→ **Try it**: Every line of the following records that includes "controls" should be copied.

→ **Given entries**:

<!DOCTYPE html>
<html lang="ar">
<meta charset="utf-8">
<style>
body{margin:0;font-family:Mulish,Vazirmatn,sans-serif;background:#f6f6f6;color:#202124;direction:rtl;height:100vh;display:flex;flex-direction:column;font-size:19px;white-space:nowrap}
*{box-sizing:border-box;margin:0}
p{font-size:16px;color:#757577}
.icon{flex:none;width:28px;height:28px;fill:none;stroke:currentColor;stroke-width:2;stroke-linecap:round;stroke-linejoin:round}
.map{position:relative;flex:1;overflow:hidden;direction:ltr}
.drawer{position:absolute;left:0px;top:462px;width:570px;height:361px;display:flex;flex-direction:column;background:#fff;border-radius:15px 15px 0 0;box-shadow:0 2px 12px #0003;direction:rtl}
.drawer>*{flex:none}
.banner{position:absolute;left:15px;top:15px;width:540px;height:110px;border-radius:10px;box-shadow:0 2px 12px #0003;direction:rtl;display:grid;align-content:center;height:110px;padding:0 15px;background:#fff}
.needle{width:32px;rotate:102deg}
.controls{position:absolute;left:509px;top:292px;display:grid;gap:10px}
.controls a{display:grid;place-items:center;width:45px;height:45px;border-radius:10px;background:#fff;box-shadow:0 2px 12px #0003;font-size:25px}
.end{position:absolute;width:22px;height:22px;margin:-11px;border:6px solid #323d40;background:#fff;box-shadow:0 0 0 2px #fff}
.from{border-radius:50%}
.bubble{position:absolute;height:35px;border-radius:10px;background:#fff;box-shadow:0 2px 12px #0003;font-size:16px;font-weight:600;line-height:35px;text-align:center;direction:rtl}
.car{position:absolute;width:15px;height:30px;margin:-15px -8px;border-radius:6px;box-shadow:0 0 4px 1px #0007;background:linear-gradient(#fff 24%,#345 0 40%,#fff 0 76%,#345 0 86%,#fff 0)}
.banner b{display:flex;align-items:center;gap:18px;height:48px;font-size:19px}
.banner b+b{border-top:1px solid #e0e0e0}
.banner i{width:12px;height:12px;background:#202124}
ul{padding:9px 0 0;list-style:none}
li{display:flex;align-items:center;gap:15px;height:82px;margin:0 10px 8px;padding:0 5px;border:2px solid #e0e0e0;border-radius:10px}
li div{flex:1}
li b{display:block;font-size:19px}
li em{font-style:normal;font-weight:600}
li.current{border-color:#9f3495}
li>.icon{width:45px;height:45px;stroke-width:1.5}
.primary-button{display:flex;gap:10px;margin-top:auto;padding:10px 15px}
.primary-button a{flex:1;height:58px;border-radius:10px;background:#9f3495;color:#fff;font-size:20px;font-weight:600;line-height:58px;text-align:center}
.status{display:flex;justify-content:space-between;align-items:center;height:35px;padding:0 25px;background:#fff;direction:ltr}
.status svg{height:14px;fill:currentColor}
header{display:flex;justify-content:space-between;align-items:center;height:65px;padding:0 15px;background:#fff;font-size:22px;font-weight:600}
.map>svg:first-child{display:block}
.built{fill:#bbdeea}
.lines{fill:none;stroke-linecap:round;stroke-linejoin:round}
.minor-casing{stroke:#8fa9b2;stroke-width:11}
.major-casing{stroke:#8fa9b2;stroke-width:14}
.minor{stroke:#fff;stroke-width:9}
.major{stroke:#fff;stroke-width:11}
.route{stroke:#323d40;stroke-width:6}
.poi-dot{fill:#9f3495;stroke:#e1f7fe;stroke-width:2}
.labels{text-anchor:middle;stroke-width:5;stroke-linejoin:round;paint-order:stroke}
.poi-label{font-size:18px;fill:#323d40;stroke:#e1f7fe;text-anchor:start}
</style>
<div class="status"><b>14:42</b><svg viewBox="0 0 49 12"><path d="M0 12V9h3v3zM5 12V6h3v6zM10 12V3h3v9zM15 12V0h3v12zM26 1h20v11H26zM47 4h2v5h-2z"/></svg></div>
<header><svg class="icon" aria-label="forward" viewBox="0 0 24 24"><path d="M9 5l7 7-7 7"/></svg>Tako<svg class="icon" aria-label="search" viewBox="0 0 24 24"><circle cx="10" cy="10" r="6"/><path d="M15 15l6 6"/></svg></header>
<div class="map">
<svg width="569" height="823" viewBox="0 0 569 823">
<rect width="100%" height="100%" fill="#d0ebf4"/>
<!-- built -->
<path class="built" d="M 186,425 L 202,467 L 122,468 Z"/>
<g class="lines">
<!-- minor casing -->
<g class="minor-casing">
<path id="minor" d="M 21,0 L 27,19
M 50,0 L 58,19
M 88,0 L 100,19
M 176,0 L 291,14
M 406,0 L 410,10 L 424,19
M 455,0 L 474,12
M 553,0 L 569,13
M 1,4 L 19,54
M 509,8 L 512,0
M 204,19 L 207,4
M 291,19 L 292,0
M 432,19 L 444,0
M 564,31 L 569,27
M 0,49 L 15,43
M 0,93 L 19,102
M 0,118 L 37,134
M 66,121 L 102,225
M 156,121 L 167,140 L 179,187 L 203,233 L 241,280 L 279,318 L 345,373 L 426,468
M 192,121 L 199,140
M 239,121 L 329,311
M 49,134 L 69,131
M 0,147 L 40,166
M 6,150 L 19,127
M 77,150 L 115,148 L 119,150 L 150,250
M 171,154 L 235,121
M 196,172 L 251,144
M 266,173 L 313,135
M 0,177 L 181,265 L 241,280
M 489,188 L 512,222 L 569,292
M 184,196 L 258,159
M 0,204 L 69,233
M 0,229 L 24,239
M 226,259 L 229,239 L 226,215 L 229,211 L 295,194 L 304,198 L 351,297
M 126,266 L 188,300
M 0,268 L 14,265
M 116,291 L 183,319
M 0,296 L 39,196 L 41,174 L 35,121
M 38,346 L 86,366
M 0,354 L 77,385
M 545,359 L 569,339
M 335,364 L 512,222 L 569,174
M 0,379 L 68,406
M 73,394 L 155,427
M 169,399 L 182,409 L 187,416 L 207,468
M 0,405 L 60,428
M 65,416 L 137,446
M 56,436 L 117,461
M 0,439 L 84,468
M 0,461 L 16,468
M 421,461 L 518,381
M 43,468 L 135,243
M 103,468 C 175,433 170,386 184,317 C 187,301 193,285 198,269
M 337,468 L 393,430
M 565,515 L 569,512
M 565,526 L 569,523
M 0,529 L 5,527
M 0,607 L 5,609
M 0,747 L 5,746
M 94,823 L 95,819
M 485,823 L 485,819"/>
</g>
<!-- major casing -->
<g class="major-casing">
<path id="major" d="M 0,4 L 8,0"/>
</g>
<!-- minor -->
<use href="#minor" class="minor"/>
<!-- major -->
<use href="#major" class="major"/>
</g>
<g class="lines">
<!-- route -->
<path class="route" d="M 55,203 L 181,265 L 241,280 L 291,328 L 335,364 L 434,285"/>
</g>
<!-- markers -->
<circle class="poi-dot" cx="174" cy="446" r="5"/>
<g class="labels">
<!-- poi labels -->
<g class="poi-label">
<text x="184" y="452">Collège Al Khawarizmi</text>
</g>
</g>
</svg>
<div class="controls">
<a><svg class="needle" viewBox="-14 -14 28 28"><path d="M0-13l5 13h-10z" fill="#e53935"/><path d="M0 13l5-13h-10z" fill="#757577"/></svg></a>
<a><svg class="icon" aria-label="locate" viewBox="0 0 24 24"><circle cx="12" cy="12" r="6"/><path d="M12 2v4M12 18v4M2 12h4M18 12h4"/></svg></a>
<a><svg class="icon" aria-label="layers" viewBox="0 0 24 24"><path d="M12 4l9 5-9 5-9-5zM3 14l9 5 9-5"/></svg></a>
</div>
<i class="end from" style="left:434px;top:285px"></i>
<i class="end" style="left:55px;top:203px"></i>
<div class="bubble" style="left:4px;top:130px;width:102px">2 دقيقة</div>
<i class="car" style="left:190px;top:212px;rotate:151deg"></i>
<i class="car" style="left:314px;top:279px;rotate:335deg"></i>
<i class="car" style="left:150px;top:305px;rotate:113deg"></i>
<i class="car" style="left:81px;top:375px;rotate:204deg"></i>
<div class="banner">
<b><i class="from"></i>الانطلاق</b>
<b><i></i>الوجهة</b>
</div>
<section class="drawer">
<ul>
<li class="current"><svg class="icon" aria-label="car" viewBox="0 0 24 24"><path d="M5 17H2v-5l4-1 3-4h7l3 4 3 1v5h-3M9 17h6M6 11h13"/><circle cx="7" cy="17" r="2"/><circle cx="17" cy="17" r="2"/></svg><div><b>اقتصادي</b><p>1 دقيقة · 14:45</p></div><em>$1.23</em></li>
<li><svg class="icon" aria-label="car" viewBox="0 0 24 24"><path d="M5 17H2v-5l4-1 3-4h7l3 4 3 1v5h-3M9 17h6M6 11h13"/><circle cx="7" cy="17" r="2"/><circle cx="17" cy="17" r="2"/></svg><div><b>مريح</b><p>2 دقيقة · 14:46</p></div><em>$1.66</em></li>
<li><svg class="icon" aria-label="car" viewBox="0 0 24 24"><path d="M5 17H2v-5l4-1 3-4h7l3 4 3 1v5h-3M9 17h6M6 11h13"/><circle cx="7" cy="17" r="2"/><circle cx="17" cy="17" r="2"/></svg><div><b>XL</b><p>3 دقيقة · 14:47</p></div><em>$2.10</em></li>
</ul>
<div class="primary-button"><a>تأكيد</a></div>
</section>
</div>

→ **Answer box**:
.controls{position:absolute;left:509px;top:292px;display:grid;gap:10px}
.controls a{display:grid;place-items:center;width:45px;height:45px;border-radius:10px;background:#fff;box-shadow:0 2px 12px #0003;font-size:25px}
<div class="controls">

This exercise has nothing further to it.